- WORK TASK
Copy out all the lines in the records that include the word "other".

- DATA EXTRACTS
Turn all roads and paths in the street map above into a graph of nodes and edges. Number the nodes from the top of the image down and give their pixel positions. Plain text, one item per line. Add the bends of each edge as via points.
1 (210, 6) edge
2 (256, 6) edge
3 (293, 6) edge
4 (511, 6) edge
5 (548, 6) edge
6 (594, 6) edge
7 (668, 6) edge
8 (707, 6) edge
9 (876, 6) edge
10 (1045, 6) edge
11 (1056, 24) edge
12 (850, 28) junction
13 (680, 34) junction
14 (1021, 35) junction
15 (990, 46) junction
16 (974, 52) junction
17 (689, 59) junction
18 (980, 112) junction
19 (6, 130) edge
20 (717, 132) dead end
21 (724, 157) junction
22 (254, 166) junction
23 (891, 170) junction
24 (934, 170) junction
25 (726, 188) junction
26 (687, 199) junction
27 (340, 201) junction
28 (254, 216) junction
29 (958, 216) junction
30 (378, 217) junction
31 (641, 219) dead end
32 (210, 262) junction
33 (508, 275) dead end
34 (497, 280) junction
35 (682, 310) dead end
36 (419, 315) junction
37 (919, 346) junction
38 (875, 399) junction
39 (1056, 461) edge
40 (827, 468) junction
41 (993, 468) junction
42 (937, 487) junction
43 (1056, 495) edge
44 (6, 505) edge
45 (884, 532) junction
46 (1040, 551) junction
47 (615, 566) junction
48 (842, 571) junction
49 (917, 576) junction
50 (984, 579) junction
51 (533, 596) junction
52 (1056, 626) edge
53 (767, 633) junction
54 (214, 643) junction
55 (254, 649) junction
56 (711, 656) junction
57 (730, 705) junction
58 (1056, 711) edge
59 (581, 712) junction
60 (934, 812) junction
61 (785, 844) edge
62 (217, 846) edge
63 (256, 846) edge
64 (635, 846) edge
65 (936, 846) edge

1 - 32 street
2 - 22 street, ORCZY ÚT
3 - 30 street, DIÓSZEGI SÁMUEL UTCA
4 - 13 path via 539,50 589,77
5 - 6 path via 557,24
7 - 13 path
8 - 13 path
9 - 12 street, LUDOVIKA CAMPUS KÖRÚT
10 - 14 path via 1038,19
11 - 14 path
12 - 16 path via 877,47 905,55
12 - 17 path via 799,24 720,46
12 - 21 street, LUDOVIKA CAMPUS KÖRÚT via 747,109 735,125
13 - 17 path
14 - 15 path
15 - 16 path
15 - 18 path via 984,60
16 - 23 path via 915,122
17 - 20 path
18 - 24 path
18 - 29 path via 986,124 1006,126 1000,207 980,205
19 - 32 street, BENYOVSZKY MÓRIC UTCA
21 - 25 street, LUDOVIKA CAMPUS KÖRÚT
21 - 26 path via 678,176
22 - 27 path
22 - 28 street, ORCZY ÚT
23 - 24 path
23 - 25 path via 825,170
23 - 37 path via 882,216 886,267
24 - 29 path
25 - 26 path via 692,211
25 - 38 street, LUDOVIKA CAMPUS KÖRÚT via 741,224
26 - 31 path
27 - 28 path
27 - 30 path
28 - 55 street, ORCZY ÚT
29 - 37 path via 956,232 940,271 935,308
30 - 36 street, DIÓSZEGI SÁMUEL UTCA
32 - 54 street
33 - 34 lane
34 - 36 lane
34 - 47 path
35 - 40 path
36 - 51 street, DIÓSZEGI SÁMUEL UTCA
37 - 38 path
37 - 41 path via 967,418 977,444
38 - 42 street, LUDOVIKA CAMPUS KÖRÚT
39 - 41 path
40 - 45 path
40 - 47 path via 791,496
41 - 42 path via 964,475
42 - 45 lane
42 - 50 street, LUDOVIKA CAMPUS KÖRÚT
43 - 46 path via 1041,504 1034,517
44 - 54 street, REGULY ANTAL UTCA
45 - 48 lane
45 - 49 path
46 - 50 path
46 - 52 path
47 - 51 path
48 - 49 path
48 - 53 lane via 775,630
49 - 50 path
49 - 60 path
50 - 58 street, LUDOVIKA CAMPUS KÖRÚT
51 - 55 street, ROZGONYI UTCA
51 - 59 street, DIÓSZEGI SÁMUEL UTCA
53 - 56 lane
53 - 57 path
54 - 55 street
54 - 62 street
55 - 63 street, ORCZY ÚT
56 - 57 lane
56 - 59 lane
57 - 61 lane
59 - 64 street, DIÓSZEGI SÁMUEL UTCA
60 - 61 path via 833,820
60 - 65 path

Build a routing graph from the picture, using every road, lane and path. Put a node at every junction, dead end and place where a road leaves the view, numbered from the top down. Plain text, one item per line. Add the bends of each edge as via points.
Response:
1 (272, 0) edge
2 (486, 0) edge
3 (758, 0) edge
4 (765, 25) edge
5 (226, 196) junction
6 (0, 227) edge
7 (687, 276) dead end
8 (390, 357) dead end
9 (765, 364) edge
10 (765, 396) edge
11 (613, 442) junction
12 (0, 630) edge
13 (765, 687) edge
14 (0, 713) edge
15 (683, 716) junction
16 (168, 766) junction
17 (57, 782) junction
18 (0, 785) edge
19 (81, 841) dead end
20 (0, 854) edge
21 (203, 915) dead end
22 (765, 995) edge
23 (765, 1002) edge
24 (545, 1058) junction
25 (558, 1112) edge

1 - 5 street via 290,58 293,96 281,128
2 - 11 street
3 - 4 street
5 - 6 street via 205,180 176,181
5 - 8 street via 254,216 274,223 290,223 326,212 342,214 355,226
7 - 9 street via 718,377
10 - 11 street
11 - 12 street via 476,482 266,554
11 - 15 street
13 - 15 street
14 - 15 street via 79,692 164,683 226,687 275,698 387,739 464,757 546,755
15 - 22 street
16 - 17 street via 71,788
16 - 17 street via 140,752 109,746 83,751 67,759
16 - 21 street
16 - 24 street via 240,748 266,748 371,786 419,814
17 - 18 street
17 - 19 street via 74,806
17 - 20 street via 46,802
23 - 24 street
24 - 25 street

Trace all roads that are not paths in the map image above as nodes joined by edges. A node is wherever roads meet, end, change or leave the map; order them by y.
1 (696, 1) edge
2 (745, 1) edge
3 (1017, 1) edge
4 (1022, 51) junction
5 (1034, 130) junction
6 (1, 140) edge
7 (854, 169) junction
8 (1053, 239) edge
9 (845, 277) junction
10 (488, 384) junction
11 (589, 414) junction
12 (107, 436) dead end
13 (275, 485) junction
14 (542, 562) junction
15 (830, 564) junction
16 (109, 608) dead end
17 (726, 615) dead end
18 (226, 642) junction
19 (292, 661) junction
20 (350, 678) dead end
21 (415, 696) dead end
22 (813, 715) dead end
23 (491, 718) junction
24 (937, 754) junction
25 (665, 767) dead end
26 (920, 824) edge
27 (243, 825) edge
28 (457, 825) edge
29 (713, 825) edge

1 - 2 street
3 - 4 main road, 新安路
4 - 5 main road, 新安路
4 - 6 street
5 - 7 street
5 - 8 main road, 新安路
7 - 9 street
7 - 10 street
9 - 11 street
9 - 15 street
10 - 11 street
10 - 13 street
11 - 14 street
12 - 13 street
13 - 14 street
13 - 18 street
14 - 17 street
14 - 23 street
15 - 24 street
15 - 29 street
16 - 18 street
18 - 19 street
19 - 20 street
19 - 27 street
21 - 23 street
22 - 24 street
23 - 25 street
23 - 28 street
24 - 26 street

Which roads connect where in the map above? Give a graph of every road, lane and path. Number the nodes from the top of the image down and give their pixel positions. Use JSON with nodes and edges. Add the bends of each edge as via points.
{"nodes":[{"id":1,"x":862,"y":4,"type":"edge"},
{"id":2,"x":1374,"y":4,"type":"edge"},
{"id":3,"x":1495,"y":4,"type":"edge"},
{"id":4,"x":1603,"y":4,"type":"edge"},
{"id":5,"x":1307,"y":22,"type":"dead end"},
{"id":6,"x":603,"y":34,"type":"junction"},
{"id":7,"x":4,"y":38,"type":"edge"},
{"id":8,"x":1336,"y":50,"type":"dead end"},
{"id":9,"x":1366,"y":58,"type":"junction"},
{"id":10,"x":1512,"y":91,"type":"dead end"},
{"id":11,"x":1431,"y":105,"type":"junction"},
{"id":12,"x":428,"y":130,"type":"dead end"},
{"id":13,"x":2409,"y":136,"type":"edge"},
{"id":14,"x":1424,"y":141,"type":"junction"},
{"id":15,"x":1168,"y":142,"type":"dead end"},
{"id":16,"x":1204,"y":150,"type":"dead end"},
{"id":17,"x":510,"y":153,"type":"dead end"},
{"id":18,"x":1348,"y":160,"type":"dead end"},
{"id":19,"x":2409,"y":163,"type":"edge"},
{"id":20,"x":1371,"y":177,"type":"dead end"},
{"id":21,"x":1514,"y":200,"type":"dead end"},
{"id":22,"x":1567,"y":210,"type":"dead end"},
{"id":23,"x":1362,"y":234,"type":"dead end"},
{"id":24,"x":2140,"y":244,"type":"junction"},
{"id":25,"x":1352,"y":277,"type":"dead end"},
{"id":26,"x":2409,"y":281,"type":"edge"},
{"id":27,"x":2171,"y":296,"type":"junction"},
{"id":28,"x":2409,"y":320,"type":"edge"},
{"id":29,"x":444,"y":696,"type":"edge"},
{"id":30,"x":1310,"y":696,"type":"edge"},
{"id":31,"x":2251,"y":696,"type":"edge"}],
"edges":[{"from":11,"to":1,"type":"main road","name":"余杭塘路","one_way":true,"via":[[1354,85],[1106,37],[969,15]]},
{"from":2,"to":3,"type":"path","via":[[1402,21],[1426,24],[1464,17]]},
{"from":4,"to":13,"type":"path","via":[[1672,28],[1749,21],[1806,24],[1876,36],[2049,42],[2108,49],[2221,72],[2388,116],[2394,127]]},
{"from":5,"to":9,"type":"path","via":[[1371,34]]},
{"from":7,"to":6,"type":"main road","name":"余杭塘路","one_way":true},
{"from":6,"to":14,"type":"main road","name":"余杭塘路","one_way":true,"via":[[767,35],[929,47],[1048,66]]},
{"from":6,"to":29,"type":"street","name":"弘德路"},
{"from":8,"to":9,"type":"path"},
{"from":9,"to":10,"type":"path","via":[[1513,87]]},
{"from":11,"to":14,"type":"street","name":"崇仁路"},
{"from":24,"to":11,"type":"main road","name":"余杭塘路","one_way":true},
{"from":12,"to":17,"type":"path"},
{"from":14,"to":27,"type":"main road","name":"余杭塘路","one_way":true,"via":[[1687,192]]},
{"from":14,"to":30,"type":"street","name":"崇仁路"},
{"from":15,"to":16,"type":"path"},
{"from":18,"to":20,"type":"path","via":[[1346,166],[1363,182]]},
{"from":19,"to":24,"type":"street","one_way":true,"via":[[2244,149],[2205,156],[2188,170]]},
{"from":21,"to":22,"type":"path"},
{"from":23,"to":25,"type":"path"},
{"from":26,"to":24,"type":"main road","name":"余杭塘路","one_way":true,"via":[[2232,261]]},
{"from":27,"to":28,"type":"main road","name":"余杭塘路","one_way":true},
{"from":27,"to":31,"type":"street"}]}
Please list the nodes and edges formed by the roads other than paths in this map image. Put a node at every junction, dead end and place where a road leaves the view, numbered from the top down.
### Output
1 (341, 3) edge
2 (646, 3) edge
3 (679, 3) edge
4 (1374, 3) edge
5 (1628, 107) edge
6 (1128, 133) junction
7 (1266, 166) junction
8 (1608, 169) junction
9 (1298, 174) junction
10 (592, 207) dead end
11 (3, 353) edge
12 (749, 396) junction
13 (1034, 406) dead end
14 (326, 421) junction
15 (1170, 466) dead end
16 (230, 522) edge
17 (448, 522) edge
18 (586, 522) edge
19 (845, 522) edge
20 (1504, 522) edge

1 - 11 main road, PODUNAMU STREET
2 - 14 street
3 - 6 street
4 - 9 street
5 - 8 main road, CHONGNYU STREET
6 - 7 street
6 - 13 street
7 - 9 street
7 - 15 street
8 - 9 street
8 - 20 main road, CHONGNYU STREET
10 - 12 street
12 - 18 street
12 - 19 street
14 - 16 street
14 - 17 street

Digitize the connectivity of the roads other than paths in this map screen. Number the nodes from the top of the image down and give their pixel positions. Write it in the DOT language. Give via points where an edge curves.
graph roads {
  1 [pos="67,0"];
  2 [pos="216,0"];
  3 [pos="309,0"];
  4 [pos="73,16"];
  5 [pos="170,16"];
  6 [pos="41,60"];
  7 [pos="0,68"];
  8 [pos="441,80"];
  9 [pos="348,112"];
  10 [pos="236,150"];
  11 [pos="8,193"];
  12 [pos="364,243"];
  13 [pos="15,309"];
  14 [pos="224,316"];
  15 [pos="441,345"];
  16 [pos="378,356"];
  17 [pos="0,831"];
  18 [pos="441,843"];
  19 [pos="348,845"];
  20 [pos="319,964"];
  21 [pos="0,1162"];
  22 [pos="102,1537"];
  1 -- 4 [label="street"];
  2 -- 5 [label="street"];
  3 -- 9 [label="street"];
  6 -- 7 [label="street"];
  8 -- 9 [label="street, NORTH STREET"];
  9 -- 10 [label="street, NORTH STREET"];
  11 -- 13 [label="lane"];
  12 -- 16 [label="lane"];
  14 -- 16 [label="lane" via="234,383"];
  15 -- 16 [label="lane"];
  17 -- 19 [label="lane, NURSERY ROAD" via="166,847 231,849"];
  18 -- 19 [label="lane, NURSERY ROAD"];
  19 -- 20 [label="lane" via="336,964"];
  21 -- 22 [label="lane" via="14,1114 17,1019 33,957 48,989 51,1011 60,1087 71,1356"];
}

- RESULT FOR THIS TASK
Please list the nodes and edges formed by the roads other than paths in this map image. Put a node at every junction, dead end and place where a road leaves the view, numbered from the top down.
Digitize the connectivity of the roads other than paths in this map screen. Number the nodes from the top of the image down and give their pixel positions. Write it in the DOT language. Give via points where an edge curves.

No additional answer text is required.